WHAT TO WORK ON - Your copy should match the records below exactly, except for the pictures.

DATASET RECORDS -

────────────────────────────────────────

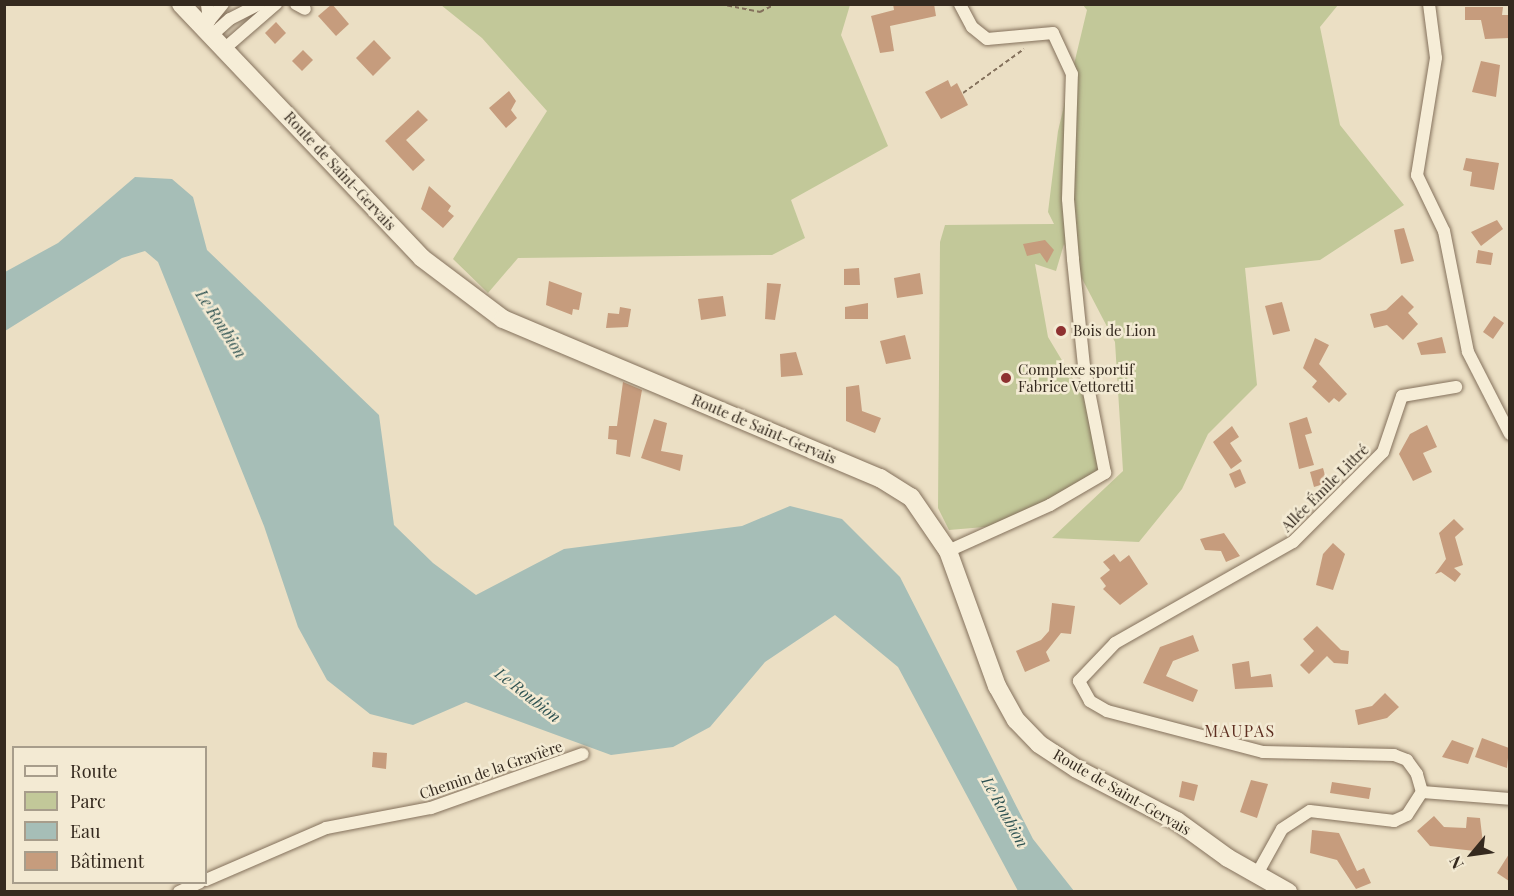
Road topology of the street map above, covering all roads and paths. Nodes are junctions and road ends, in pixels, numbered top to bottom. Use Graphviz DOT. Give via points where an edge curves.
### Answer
graph roads {
  1 [pos="181,4"];
  2 [pos="207,4"];
  3 [pos="223,4"];
  4 [pos="260,4"];
  5 [pos="276,4"];
  6 [pos="720,4"];
  7 [pos="776,4"];
  8 [pos="960,4"];
  9 [pos="1429,4"];
  10 [pos="208,28"];
  11 [pos="1044,31"];
  12 [pos="224,49"];
  13 [pos="963,93"];
  14 [pos="1456,387"];
  15 [pos="1509,434"];
  16 [pos="948,551"];
  17 [pos="583,754"];
  18 [pos="1422,792"];
  19 [pos="1509,799"];
  20 [pos="1257,874"];
  21 [pos="207,880"];
  22 [pos="195,884"];
  23 [pos="179,891"];
  24 [pos="1288,891"];
  1 -- 10 [label="street, Route de Saint-Gervais"];
  2 -- 10 [label="street"];
  3 -- 10 [label="street"];
  4 -- 10 [label="street"];
  5 -- 12 [label="street"];
  6 -- 7 [label="path" via="760,12"];
  8 -- 11 [label="street" via="972,27 987,39"];
  9 -- 15 [label="street" via="1436,58 1417,175 1444,231 1468,352"];
  10 -- 12 [label="street, Route de Saint-Gervais"];
  11 -- 13 [label="path"];
  11 -- 16 [label="street" via="1053,33 1061,45 1071,74 1068,199 1072,259 1084,366 1105,472 1050,505"];
  12 -- 16 [label="street, Route de Saint-Gervais" via="422,258 503,319 880,478 911,497"];
  14 -- 18 [label="street, Allée Émile Littré" via="1402,396 1383,452 1293,542 1115,643 1079,681 1090,701 1107,711 1263,752 1394,755 1407,760"];
  16 -- 20 [label="street, Route de Saint-Gervais" via="997,686 1016,720 1039,744 1077,769 1177,821"];
  17 -- 21 [label="street, Chemin de la Gravière" via="431,808 326,828"];
  18 -- 19 [label="street"];
  18 -- 20 [label="street" via="1415,807 1394,821 1310,811 1289,821"];
  20 -- 24 [label="street, Route de Saint-Gervais"];
  22 -- 23 [label="street"];
}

────────────────────────────────────────

FINISHED TASK -
Road topology of the street map above, covering all roads and paths. Nodes are junctions and road ends, in pixels, numbered top to bottom. Use Graphviz DOT. Give via points where an edge curves.
### Answer
graph roads {
  1 [pos="181,4"];
  2 [pos="207,4"];
  3 [pos="223,4"];
  4 [pos="260,4"];
  5 [pos="276,4"];
  6 [pos="720,4"];
  7 [pos="776,4"];
  8 [pos="960,4"];
  9 [pos="1429,4"];
  10 [pos="208,28"];
  11 [pos="1044,31"];
  12 [pos="224,49"];
  13 [pos="963,93"];
  14 [pos="1456,387"];
  15 [pos="1509,434"];
  16 [pos="948,551"];
  17 [pos="583,754"];
  18 [pos="1422,792"];
  19 [pos="1509,799"];
  20 [pos="1257,874"];
  21 [pos="207,880"];
  22 [pos="195,884"];
  23 [pos="179,891"];
  24 [pos="1288,891"];
  1 -- 10 [label="street, Route de Saint-Gervais"];
  2 -- 10 [label="street"];
  3 -- 10 [label="street"];
  4 -- 10 [label="street"];
  5 -- 12 [label="street"];
  6 -- 7 [label="path" via="760,12"];
  8 -- 11 [label="street" via="972,27 987,39"];
  9 -- 15 [label="street" via="1436,58 1417,175 1444,231 1468,352"];
  10 -- 12 [label="street, Route de Saint-Gervais"];
  11 -- 13 [label="path"];
  11 -- 16 [label="street" via="1053,33 1061,45 1071,74 1068,199 1072,259 1084,366 1105,472 1050,505"];
  12 -- 16 [label="street, Route de Saint-Gervais" via="422,258 503,319 880,478 911,497"];
  14 -- 18 [label="street, Allée Émile Littré" via="1402,396 1383,452 1293,542 1115,643 1079,681 1090,701 1107,711 1263,752 1394,755 1407,760"];
  16 -- 20 [label="street, Route de Saint-Gervais" via="997,686 1016,720 1039,744 1077,769 1177,821"];
  17 -- 21 [label="street, Chemin de la Gravière" via="431,808 326,828"];
  18 -- 19 [label="street"];
  18 -- 20 [label="street" via="1415,807 1394,821 1310,811 1289,821"];
  20 -- 24 [label="street, Route de Saint-Gervais"];
  22 -- 23 [label="street"];
}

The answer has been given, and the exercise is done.